#### [Task directions]
Could you copy out every line of the data where the word "Manto" occurs?

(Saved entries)
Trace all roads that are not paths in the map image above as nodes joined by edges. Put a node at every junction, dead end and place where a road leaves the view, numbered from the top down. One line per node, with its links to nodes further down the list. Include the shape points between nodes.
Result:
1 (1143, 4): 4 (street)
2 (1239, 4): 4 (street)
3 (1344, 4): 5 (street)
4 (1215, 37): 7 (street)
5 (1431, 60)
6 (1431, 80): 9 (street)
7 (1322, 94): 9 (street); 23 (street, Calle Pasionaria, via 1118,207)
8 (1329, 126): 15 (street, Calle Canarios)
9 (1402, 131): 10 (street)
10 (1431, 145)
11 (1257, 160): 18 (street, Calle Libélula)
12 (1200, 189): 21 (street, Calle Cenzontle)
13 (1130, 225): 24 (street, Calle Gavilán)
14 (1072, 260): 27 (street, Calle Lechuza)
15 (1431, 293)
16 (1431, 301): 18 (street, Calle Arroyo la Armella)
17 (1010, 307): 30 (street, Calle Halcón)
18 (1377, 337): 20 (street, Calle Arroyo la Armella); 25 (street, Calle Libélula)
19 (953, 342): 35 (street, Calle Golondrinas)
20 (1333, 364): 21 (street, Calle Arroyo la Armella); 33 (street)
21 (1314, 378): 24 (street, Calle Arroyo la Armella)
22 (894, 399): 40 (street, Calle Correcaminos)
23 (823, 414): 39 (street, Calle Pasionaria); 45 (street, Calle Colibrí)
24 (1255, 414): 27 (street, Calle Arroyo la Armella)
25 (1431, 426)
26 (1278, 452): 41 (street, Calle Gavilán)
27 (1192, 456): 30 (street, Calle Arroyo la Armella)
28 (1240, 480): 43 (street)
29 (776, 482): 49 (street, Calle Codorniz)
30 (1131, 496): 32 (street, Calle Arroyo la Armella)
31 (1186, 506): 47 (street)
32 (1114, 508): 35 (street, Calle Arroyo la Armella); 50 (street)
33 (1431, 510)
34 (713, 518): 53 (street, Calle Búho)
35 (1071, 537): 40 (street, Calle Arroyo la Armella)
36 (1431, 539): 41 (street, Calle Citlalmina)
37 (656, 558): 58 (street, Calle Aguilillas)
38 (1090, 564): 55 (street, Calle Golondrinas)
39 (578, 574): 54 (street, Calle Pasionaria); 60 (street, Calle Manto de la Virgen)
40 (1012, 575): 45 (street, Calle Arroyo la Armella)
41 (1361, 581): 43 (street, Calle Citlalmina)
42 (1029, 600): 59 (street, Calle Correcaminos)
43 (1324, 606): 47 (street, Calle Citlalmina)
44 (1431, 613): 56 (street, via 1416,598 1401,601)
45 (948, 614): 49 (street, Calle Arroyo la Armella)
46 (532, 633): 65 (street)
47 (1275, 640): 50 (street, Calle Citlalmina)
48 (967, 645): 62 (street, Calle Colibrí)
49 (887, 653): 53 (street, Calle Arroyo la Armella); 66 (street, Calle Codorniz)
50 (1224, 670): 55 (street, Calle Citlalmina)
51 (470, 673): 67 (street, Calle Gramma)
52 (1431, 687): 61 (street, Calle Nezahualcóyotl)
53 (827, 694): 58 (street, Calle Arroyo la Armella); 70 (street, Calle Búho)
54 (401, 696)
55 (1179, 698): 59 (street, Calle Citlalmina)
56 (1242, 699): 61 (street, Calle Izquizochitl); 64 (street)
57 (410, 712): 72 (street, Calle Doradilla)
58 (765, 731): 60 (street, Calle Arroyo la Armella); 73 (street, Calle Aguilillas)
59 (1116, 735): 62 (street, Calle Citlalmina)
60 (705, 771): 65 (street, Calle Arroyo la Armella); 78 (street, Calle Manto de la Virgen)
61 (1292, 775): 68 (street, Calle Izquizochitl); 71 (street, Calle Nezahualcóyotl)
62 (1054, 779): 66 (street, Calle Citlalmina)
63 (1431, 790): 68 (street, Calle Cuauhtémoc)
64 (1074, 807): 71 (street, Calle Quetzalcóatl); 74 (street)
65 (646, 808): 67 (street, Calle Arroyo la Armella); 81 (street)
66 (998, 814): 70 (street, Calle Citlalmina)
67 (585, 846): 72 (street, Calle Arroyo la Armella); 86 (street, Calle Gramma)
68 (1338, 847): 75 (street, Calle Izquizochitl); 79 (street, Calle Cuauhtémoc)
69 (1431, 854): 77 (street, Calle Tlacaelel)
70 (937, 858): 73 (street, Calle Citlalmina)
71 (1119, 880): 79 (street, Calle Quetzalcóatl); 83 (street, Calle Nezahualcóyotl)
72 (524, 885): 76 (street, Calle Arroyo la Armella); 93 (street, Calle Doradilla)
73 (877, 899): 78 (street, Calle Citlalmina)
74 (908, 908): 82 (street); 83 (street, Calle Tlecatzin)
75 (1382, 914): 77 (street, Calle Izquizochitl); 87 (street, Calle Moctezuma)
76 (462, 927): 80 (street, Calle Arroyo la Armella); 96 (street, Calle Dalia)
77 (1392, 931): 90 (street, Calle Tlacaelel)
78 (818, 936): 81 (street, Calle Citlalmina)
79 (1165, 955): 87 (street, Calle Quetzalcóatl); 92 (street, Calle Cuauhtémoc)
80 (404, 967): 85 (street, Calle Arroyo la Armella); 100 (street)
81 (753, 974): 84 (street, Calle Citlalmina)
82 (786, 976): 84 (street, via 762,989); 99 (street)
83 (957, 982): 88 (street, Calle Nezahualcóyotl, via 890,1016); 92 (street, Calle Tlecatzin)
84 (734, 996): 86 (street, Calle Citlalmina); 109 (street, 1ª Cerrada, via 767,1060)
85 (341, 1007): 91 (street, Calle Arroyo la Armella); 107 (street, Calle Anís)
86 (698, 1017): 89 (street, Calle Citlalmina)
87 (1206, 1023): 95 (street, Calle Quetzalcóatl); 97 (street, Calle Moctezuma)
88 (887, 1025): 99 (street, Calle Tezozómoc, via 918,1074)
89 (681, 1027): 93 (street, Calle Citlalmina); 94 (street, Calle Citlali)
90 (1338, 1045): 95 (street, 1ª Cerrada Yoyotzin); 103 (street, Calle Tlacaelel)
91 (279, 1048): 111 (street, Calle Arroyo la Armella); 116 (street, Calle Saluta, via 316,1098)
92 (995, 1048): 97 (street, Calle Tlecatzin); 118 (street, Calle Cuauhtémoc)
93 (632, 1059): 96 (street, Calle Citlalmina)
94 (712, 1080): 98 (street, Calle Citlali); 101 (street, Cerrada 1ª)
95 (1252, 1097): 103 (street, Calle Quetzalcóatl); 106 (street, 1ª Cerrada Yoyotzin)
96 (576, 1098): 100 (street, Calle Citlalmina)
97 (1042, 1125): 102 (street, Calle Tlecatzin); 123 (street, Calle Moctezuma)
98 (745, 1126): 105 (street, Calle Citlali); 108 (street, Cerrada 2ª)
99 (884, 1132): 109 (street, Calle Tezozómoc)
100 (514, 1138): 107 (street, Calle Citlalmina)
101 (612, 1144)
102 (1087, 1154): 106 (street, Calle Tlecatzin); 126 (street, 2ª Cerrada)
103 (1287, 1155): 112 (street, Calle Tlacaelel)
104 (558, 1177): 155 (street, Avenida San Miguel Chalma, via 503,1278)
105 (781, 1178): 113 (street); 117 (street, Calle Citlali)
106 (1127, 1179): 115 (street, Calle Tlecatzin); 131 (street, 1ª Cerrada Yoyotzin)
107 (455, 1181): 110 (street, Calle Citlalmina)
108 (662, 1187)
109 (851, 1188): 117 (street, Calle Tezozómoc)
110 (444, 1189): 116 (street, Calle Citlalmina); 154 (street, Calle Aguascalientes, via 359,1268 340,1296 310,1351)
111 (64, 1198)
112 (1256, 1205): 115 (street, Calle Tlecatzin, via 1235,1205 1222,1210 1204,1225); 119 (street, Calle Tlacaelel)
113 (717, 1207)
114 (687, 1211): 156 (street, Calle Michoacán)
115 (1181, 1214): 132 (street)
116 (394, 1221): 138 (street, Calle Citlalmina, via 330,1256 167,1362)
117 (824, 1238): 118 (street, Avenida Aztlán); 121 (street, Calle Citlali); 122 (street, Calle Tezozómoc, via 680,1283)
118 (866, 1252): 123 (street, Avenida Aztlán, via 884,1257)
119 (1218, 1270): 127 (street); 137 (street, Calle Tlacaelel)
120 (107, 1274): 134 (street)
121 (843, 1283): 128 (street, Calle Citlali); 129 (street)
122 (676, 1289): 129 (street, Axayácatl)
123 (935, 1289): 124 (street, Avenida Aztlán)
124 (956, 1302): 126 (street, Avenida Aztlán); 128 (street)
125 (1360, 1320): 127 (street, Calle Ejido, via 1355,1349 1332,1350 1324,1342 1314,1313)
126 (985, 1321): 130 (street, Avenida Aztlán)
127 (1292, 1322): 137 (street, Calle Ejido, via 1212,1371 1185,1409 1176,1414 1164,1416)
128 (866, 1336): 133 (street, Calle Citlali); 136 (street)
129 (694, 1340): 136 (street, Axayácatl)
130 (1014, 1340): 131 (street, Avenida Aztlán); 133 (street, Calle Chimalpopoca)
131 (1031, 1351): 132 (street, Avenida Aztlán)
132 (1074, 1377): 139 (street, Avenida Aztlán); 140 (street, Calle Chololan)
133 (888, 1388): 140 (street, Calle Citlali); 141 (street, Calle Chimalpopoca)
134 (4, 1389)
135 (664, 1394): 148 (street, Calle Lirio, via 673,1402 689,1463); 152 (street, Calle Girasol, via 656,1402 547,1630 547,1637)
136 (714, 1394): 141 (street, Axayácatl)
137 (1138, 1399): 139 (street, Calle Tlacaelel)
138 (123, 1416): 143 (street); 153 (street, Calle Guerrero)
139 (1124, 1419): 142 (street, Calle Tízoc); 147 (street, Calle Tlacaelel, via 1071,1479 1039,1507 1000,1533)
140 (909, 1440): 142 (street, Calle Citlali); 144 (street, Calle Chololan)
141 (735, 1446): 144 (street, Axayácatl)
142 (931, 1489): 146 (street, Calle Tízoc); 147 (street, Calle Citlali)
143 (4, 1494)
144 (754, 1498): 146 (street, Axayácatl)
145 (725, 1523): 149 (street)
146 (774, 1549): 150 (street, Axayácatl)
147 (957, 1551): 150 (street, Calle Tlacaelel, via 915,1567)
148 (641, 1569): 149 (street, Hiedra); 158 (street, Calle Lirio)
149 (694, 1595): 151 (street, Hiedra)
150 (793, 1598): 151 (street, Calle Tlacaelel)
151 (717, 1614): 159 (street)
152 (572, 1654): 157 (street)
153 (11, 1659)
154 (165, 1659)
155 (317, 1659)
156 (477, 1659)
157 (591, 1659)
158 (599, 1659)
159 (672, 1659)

#### [Exercise solution]
39 (578, 574): 54 (street, Calle Pasionaria); 60 (street, Calle Manto de la Virgen)
60 (705, 771): 65 (street, Calle Arroyo la Armella); 78 (street, Calle Manto de la Virgen)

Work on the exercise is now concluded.